* The problem
Everything in the data below is left aside except the lines from the one containing "index mcp: (505, 254)" through the one containing "ring pip: (150, 102)"; repeat those exactly.

BEGIN Given data

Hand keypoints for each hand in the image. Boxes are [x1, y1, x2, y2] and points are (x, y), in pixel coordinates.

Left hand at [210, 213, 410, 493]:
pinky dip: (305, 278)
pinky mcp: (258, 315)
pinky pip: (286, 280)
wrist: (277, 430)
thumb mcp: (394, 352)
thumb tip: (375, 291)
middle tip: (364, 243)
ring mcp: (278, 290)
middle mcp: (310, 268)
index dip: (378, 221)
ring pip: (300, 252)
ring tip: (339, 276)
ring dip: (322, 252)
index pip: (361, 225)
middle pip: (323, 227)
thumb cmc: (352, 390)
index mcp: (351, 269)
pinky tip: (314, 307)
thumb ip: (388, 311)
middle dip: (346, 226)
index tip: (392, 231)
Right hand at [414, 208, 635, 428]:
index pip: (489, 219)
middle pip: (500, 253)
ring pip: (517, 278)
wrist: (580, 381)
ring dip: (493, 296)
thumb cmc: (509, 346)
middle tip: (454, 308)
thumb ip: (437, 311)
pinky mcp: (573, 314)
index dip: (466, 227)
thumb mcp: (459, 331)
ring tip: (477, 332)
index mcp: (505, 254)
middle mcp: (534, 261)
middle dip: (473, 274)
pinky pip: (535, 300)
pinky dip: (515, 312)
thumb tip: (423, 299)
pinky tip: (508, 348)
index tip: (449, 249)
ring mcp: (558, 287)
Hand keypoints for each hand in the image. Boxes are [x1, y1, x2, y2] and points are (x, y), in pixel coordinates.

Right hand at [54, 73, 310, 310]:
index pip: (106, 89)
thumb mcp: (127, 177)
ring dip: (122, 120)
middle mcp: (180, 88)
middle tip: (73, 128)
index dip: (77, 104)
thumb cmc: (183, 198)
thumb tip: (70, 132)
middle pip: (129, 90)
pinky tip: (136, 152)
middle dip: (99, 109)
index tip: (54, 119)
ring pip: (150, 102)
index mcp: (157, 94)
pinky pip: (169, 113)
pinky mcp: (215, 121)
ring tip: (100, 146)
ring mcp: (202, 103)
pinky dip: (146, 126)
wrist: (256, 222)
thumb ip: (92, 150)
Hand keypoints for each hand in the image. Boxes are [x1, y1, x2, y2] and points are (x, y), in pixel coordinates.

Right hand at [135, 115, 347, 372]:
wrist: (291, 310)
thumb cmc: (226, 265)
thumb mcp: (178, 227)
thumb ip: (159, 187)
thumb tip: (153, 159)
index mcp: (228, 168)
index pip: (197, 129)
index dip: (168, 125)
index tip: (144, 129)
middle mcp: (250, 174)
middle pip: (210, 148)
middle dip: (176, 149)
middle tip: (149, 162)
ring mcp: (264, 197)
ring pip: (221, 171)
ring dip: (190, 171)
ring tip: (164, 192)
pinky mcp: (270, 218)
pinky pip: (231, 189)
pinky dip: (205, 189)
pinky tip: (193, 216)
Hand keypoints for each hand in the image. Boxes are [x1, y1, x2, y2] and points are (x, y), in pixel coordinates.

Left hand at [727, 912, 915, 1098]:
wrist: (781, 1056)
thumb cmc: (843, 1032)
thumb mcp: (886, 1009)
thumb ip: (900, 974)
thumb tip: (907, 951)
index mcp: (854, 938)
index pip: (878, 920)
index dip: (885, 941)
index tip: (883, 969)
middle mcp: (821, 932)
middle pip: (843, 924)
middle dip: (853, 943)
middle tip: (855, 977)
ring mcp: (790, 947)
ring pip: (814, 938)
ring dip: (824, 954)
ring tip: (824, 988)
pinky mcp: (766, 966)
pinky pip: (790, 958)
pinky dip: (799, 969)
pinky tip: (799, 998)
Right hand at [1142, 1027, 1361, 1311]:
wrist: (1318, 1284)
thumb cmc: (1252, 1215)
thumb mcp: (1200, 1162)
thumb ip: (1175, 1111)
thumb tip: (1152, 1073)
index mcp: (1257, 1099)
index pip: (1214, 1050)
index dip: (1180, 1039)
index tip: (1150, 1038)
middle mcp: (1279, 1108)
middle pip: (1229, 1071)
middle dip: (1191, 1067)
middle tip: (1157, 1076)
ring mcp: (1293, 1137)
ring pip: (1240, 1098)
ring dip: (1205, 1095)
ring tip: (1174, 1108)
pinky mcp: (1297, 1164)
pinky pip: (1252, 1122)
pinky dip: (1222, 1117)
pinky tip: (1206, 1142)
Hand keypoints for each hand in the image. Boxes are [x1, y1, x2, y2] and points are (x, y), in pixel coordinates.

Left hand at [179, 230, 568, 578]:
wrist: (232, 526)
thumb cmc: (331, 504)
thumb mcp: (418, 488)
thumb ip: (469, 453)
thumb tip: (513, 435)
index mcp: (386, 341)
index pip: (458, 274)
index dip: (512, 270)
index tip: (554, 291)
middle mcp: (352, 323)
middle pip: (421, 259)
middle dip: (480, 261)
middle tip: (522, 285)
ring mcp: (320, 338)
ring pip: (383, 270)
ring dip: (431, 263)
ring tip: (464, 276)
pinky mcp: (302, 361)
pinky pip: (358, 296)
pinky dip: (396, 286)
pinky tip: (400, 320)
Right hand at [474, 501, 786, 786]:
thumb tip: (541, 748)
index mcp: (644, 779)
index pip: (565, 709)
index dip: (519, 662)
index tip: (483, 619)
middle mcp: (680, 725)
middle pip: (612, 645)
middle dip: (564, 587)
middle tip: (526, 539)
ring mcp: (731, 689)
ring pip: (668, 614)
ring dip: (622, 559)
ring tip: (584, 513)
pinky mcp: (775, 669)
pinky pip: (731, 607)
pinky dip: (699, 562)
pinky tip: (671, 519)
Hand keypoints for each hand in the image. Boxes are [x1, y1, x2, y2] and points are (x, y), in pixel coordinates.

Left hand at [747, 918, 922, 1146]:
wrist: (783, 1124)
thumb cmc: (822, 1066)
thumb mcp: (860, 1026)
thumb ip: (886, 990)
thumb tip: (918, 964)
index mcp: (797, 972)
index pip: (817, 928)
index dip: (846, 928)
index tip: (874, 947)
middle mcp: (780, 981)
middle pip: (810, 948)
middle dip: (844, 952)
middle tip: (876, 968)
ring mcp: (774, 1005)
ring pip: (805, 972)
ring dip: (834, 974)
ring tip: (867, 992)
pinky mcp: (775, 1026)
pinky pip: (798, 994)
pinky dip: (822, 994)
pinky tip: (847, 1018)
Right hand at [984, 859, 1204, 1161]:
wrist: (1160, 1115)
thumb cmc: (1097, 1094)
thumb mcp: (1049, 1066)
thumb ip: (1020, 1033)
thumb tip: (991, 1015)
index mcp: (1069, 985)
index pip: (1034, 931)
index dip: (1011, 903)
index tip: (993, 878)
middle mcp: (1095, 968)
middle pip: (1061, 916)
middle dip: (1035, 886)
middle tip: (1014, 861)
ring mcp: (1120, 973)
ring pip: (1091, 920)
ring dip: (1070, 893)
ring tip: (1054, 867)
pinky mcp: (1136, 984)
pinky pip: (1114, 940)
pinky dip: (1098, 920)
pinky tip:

END Given data

* Task response
index mcp: (505, 254)
middle mcp: (534, 261)
middle dip: (473, 274)
pinky pip: (535, 300)
pinky dip: (515, 312)
thumb tip: (423, 299)
pinky tip: (508, 348)
index tip: (449, 249)
ring mcp: (558, 287)
Hand keypoints for each hand in the image. Boxes are [x1, y1, x2, y2] and points are (x, y), in pixel coordinates.

Right hand at [54, 73, 310, 310]:
index pip: (106, 89)
thumb mcp: (127, 177)
ring dip: (122, 120)
middle mcp: (180, 88)
middle tip: (73, 128)
index dip: (77, 104)
thumb cmc: (183, 198)
thumb tip: (70, 132)
middle pip: (129, 90)
pinky tip: (136, 152)
middle dip: (99, 109)
index tip: (54, 119)
ring pip: (150, 102)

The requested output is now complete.